Segundo Juliana, esse fenômeno não nasceu de um comportamento coletivo espontâneo, mas de conteúdos estrategicamente compartilhados. O resultado é uma falsa sensação de que há algo errado acontecendo em larga escala, quando na prática são casos isolados que ganharam uma projeção desproporcional. “Não era tendência, mas agora, com a narrativa criativa viralizada, o comportamento social passa a se voltar para isso. A viralização do bebê reborn não vem da vivência humana no cotidiano, mas se torna isso a partir dessa narrativa puramente digital”, analisa Juliana.

À luz da lei

No campo jurídico, o advogado constitucionalista Henrique Toscano reforça que os casos mais polêmicos, como pedidos de guarda ou pensão, não têm nenhum respaldo legal. “Não há como enquadrar institutos do direito de família aos bonecos hiper-realistas. Isso seria contrariar a própria lei”. Segundo ele, por não serem seres vivos, os reborns devem ser legalmente tratados como bens materiais, mesmo que tenham alto valor afetivo. Dessa forma, em casos de divórcio, o juiz pode decidir sobre a posse da boneca como decidiria sobre um carro ou qualquer outro item de valor. Em relação aos animais de estimação a discussão é bem diferente. Embora os pets também sejam considerados bens móveis pela legislação, o fato de serem seres vivos que demandam cuidados tem motivado interpretações mais sensíveis por parte da Justiça.
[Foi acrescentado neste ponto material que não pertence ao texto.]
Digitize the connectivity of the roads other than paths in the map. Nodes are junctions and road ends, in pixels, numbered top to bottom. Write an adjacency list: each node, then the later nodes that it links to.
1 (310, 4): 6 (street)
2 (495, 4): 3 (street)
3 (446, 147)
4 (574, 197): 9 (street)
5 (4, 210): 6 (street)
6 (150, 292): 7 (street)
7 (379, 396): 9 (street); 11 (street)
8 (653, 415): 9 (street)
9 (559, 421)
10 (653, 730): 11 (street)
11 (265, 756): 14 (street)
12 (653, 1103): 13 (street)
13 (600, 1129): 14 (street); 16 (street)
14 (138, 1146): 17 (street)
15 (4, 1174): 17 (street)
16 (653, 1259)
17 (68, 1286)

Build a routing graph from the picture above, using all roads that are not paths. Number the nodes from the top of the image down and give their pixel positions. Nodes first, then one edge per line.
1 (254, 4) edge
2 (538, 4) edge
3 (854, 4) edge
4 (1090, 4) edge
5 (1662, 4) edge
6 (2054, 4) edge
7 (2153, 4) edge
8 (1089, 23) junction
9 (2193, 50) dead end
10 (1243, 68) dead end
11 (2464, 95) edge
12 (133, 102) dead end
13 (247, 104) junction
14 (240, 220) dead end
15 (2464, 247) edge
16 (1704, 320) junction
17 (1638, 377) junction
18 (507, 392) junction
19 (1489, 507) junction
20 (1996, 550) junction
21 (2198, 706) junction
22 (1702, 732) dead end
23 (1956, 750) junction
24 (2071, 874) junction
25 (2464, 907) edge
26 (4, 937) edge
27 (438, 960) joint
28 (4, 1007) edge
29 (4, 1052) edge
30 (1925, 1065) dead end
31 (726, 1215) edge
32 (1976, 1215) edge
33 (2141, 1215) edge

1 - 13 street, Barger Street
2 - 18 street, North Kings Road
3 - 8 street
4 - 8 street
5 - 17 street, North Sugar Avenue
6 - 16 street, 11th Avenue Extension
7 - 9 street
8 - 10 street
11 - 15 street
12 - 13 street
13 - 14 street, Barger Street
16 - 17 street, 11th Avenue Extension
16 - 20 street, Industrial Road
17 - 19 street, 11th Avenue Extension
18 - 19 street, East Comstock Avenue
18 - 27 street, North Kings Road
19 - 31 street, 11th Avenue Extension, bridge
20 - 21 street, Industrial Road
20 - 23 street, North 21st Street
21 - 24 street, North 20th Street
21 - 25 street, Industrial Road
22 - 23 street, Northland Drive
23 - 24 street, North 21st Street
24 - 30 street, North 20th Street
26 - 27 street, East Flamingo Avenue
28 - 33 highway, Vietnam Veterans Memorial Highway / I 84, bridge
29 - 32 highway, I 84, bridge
Henrique explica, ainda, que pedidos como atendimento médico para a boneca ou assento preferencial em locais públicos podem, sim, levar à judicialização do caso para avaliação da sanidade da parte envolvida. “Uma coisa é ter um hobby. Outra é se imaginar com uma criança, não com um boneco. Aí a gente entra em um campo que pode envolver crise dissociativa ou transtorno psiquiátrico”, salienta. Para o advogado, esses episódios são extremos e, em muitos casos, motivados pelo desejo de likes. “Até hoje, nosso escritório, presente em 11 estados, não atendeu nenhum caso de mãe reborn”, ressantando que qualquer advogado que leve esse tipo de demanda à Justiça está sujeito à aplicação de multa por litigância de má-fé, tendo em vista que se trata de um pedido “juridicamente inexequível”.

*Matéria publicada originalmente na edição impressa do dia 1º de junho de 2025.